WHAT YOU SHOULD DO
Among the records below, find each line that includes the string "space" and copy it.

Saved data entries:

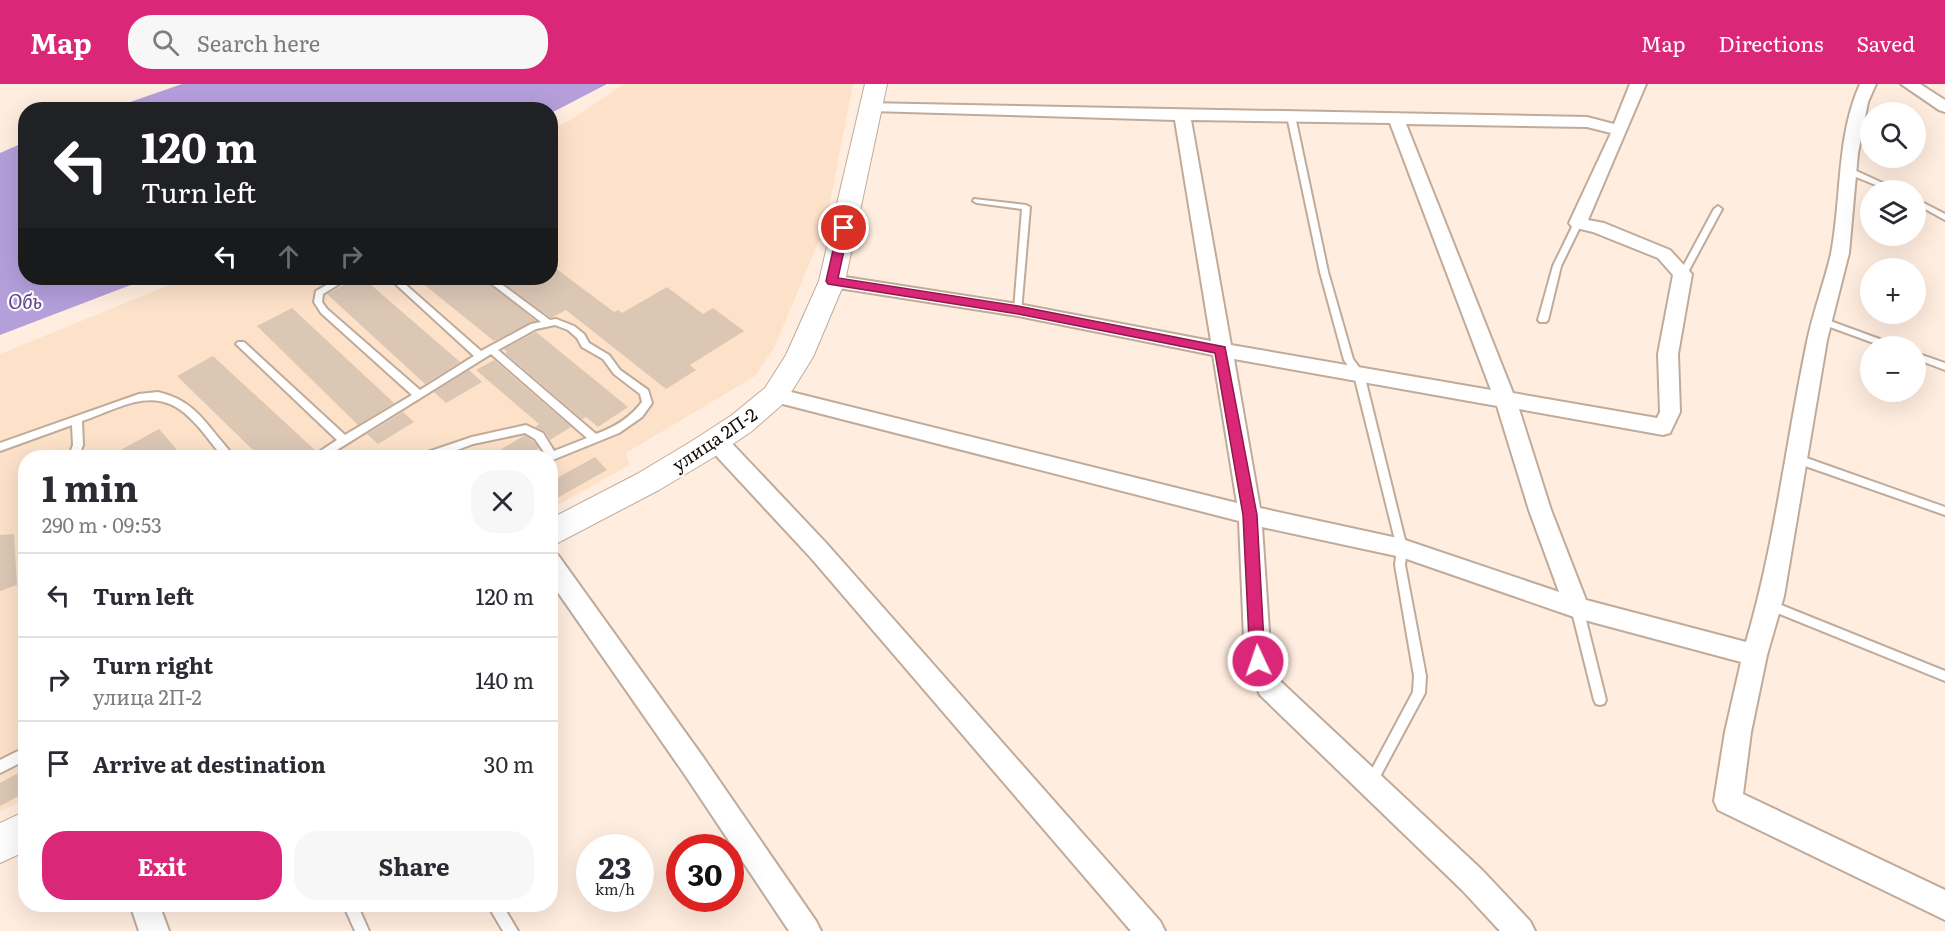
<!DOCTYPE html>
<meta charset="utf-8">
<style>
:root{--surface:#fff;--page:#f7f7f7;--text:#2b2b33;--muted:#7c7c81;--line:#e1e1e2;--accent:#db2777}
body{margin:0;font-family:Literata,serif;background:var(--page);color:var(--text);height:100vh;display:flex;flex-direction:column;font-size:22px;white-space:nowrap}
*{box-sizing:border-box;margin:0}
p{font-size:20px;color:var(--muted)}
.icon{flex:none;width:33px;height:33px;fill:none;stroke:currentColor;stroke-width:2;stroke-linecap:round;stroke-linejoin:round}
.map{position:relative;flex:1;overflow:hidden}
.details{position:absolute;left:18px;top:366px;width:540px;height:462px;display:flex;flex-direction:column;background:var(--surface);border-radius:24px;box-shadow:0 6px 24px #0002}
.details>*{flex:none}
.top-card{position:absolute;left:18px;top:18px;width:540px;height:183px;border-radius:24px;box-shadow:0 6px 24px #0002;background:#202124;color:#fff;overflow:hidden}
.tools{position:absolute;left:1860px;top:18px;display:grid;gap:12px}
.tools a{display:grid;place-items:center;width:66px;height:66px;border-radius:50%;background:var(--surface);box-shadow:0 6px 24px #0002;font-size:30px}
.speed{position:absolute;left:576px;top:750px;display:flex;gap:12px;font-size:30px;font-weight:700;text-align:center}
.speed>*{display:grid;place-content:center;width:78px;height:78px;border-radius:50%;background:var(--surface);box-shadow:0 6px 24px #0002;line-height:1}
.speed small{font-size:15px;font-weight:400}
.speed .limit{border:9px solid #d22;background:#fff;color:#111}
.pin{position:absolute;display:grid;place-items:center;width:51px;height:51px;color:#fff;margin:-26px;border:3px solid #fff;border-radius:50%;box-shadow:0 2px 6px #0007}
.me{position:absolute;width:66px;margin:-33px;rotate:357deg;stroke-linejoin:round;filter:drop-shadow(0 0 4px #0008)}
.turn{display:flex;align-items:center;gap:21px;height:126px;padding:0 24px;font-size:27px}
.turn .icon{width:78px;height:78px;stroke-width:2.5}
.turn b{display:block;font-size:42px;line-height:51px}
.lanes{display:flex;align-items:center;height:57px;padding:0 24px;background:#0003;justify-content:center;gap:30px;direction:ltr}
.lanes .off{opacity:.35}
.round{display:grid;place-items:center;flex:none;width:63px;height:63px;border-radius:24px;background:var(--page)}
.headline{display:flex;align-items:center;justify-content:space-between;height:102px;padding:0 24px}
h1{font-size:36px;font-weight:700;line-height:45px}
.button{display:flex;gap:12px;margin-top:auto;padding:12px 24px}
.button a{flex:1;height:69px;border-radius:24px;background:var(--accent);color:#fff;font-size:24px;font-weight:700;line-height:69px;text-align:center}
.button a+a{background:var(--page);color:var(--text)}
ul{padding:0;list-style:none}
li{display:flex;align-items:center;gap:18px;height:84px;padding:0 24px;border-top:2px solid var(--line)}
li div{flex:1}
li b{display:block;font-size:22px}
li em{font-style:normal}
header{display:flex;align-items:center;gap:36px;box-sizing:border-box;height:84px;padding:0 30px;background:var(--accent);color:#fff}
header strong{font-size:28px}
nav{display:flex;gap:33px;margin-inline-start:auto;font-size:21px}
.search{width:420px;height:54px;background:var(--page);display:flex;align-items:center;gap:15px;box-sizing:border-box;padding:0 21px;border-radius:24px;color:var(--muted);font-size:22px}
.map>svg:first-child{display:block}
.built{fill:#fde1c9}
.water{fill:#b49fdb}
.building{fill:#dcc7b5}
.lines{fill:none;stroke-linecap:round;stroke-linejoin:round}
.service-casing{stroke:#c0ab9a;stroke-width:4}
.minor-casing{stroke:#c0ab9a;stroke-width:4}
.secondary-casing{stroke:#c0ab9a;stroke-width:2}
.service{fill:#fff;fill-rule:evenodd}
.minor{fill:#fff;fill-rule:evenodd}
.secondary{fill:#fff;fill-rule:evenodd}
.route{fill:#db2777;stroke:#8e194d;stroke-width:1.5}
.labels{text-anchor:middle;dominant-baseline:central;stroke-width:4.5;stroke-linejoin:round;paint-order:stroke}
.street-label{font-size:18px;fill:#140d07;stroke:#fff}
.water-label{font-size:20px;font-style:italic;fill:#62448d;stroke:#fff}
</style>
<header>
<strong>Map</strong>
<div class="search"><svg class="icon" aria-label="search" viewBox="0 0 24 24"><circle cx="10" cy="10" r="6"/><path d="M15 15l6 6"/></svg>Search here</div>
<nav><a>Map</a><a>Directions</a><a>Saved</a></nav>
</header>
<div class="map">
<svg width="1945" height="847" viewBox="0 0 1945 847">
<rect width="100%" height="100%" fill="#ffeddf"/>
<path class="built" d="M624,0H853L825,143L774,264L755,292L626,369L629,381L551,425L550,374H26L25,714L0,728V270L187,194H550L551,45L569,37Z"/>
<g class="water">
<path d="M182,0H607L551,29L550,26L110,25Z"/>
<path d="M25,58L26,194H149L0,251V69Z"/>
</g>
<g class="building">
<path d="M550,180L614,228L618,226L622,229L667,203L703,230L713,224L744,247L690,281L696,286L666,305L566,226L551,234L496,194H550Z"/>
<path d="M357,194H363L460,278L425,300L327,210Z"/>
<path d="M416,194H482L536,237L494,257Z"/>
<path d="M292,224L394,319L358,341L257,242Z"/>
<path d="M536,248L628,323L598,343L586,333L582,335L505,269L507,268L504,265Z"/>
<path d="M213,272L316,367L308,374H261L177,292Z"/>
<path d="M494,276L571,343L550,356L545,348L535,343L539,340L476,286Z"/>
<path d="M469,286L482,298L446,319L434,308Z"/>
<path d="M403,328L414,338L378,360L367,350Z"/>
<path d="M159,345L184,374H106Z"/>
<path d="M525,351L533,357L539,364L524,374H487Z"/>
<path d="M595,373L607,386L550,418V398Z"/>
<path d="M14,450L17,501L0,507V451Z"/>
<path d="M26,685V708L0,722V699Z"/>
</g>
<g class="lines">
<g class="service-casing">
<g id="service">
<path d="M1288,30L1295,32L1328,188L1353,275L1364,290L1407,464L1405,481L1426,592L1425,609L1375,702L1371,704L1367,702L1365,698L1413,608L1414,592L1395,481L1397,464L1354,291L1344,276L1320,188L1287,32Z"/>
<path d="M1846,85H1852L1898,106H1888L1846,89Z"/>
<path d="M974,115L1026,121L1030,123L1021,228L1018,229L1014,226L1022,125L977,119L973,117Z"/>
<path d="M1916,115L1945,130V136L1916,120Z"/>
<path d="M1718,122L1722,125L1687,190L1683,193L1680,192L1679,190L1714,125Z"/>
<path d="M1578,136L1582,139L1561,182L1548,236L1546,238H1540L1538,236L1553,182L1574,139Z"/>
<path d="M339,194H349L323,210L322,218L327,225L420,306L474,272L389,194H398L481,267L531,240L541,238L484,194H493L550,236L556,235L574,242L584,250L589,259L609,271L620,286L648,306L652,319L642,333L619,349L550,377V374H544L546,371L535,355L525,349L473,360L436,374H418L419,371L472,353L526,341L543,349L554,367L587,354L491,270L324,374H310L337,356L236,260L238,258H244L345,351L412,311L321,229L314,218L316,207ZM555,241L568,246L577,254L582,263L603,275L614,290L640,310L642,318C630,334 615,343 596,350L498,266L536,245Z"/>
<path d="M1822,234L1893,260L1895,262H1882L1819,239L1817,237L1819,235Z"/>
<path d="M1916,269L1945,279V286L1916,275Z"/>
<path d="M158,308C187,315 199,329 217,352C223,359 229,366 235,374H224C212,361 203,346 190,334C156,299 120,324 82,337L83,361L78,374H68L73,361L72,341L0,367V359L139,310Z"/>
<path d="M1795,370L1945,423V431L1791,377L1790,374L1791,371Z"/>
<path d="M1769,516L1945,587V597L1765,524L1763,521L1765,518Z"/>
<path d="M1577,519L1581,521L1583,524L1606,616L1604,620L1600,621L1596,620L1594,616L1571,524L1573,521Z"/>
<path d="M26,663V676L0,689V676Z"/>
<path d="M343,820H357L369,847H355Z"/>
<path d="M487,820H502L518,847H503Z"/>
</g>
</g>
<g class="minor-casing">
<g id="minor">
<path d="M1630,0H1646L1588,136L1604,139L1670,166L1692,190L1678,270L1680,328L1670,349L1663,351L1519,325L1551,426L1586,516L1746,558C1775,460 1786,358 1807,258C1813,228 1824,200 1831,170C1842,113 1836,54 1860,0H1876L1868,18L1858,69L1849,169L1827,256L1784,512L1767,571L1751,648L1743,710L1945,806V836L1718,726L1714,717L1725,648L1741,578L1577,534L1401,473L1262,443L1271,577L1278,595L1482,786L1530,837L1535,847H1500L1462,806L1260,611L1245,577L1239,437L775,318L768,316L765,311L768,306L775,304L1237,419L1213,271L1018,232L832,203L825,201L823,197L825,193L832,191L1018,220L1211,257L1175,36L871,27L863,22L865,19L1587,33L1614,40ZM1191,36L1390,39L1491,306L1231,261ZM1406,40L1587,43L1611,49L1569,139L1572,143L1593,148L1658,174L1673,191L1658,270L1660,328L1657,334L1513,309ZM1234,275L1497,322L1529,426L1559,508L1402,455L1260,424Z"/>
<path d="M1901,0H1920L1945,16V28L1939,26Z"/>
<path d="M716,349L724,351L827,460L1160,837L1165,847H1131L811,474L708,363L705,357L708,351Z"/>
<path d="M550,469L558,471L703,673L816,837L821,847H789L685,691L550,497Z"/>
<path d="M130,820H159L169,847H139Z"/>
</g>
</g>
<g class="secondary-casing">
<g id="secondary">
<path d="M865,0H887L845,197L813,273L785,318L752,347L714,373L659,406L550,463V435L637,390L692,357L732,331L765,304L786,271L819,197Z"/>
<path d="M26,727V767L0,779V739Z"/>
</g>
</g>
<use href="#service" class="service"/>
<use href="#minor" class="minor"/>
<use href="#secondary" class="secondary"/>
</g>
<path class="route" d="M844,141L849,144L838,194L1018,222L1225,263L1257,431L1265,577L1263,581L1258,583L1252,581L1250,577L1243,431L1215,269L1018,230L828,200L826,197L838,144Z"/>
<g class="labels">
<g class="street-label">
<text transform="translate(714 355) rotate(-34)">улица 2П-2</text>
</g>
<g class="water-label">
<text x="25" y="216">Обь</text>
</g>
</g>
</svg>
<div class="tools">
<a><svg class="icon" aria-label="search" viewBox="0 0 24 24"><circle cx="10" cy="10" r="6"/><path d="M15 15l6 6"/></svg></a>
<a><svg class="icon" aria-label="layers" viewBox="0 0 24 24"><path d="M12 4l9 5-9 5-9-5zM3 14l9 5 9-5"/></svg></a>
<a>+</a>
<a>−</a>
</div>
<div class="speed"><div>23<small>km/h</small></div><div class="limit">30</div></div>
<div class="pin" style="left:844px;top:144px;background:#d93025"><svg class="icon" aria-label="arrive" viewBox="0 0 24 24"><path d="M6 21V4h12l-3 4 3 4H6"/></svg></div>
<svg class="me" style="left:1258px;top:577px" viewBox="-20 -20 40 40"><circle r="17" fill="#db2777" stroke="#fff" stroke-width="3"/><path d="M0-11L8 9 0 5-8 9z" fill="#fff"/></svg>
<div class="top-card">
<div class="turn"><svg class="icon" aria-label="left" viewBox="0 0 24 24"><path d="M17 20v-9H6M10 6l-5 5 5 5"/></svg><div><b>120 m</b>Turn left</div></div>
<div class="lanes"><svg class="icon" aria-label="left" viewBox="0 0 24 24"><path d="M17 20v-9H6M10 6l-5 5 5 5"/></svg><svg class="icon off" aria-label="ahead" viewBox="0 0 24 24"><path d="M12 20V5M6 11l6-6 6 6"/></svg><svg class="icon off" aria-label="right" viewBox="0 0 24 24"><path d="M7 20v-9h11M14 6l5 5-5 5"/></svg></div>
</div>
<section class="details">
<div class="headline"><div><h1>1 min</h1><p>290 m · 09:53</p></div><a class="round"><svg class="icon" aria-label="close" viewBox="0 0 24 24"><path d="M6 6l12 12M18 6L6 18"/></svg></a></div>
<ul>
<li><svg class="icon" aria-label="left" viewBox="0 0 24 24"><path d="M17 20v-9H6M10 6l-5 5 5 5"/></svg><div><b>Turn left</b></div><em>120 m</em></li>
<li><svg class="icon" aria-label="right" viewBox="0 0 24 24"><path d="M7 20v-9h11M14 6l5 5-5 5"/></svg><div><b>Turn right</b><p>улица 2П-2</p></div><em>140 m</em></li>
<li><svg class="icon" aria-label="arrive" viewBox="0 0 24 24"><path d="M6 21V4h12l-3 4 3 4H6"/></svg><div><b>Arrive at destination</b></div><em>30 m</em></li>
</ul>
<div class="button"><a>Exit</a><a>Share</a></div>
</section>
</div>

OUTPUT BELOW
body{margin:0;font-family:Literata,serif;background:var(--page);color:var(--text);height:100vh;display:flex;flex-direction:column;font-size:22px;white-space:nowrap}
.headline{display:flex;align-items:center;justify-content:space-between;height:102px;padding:0 24px}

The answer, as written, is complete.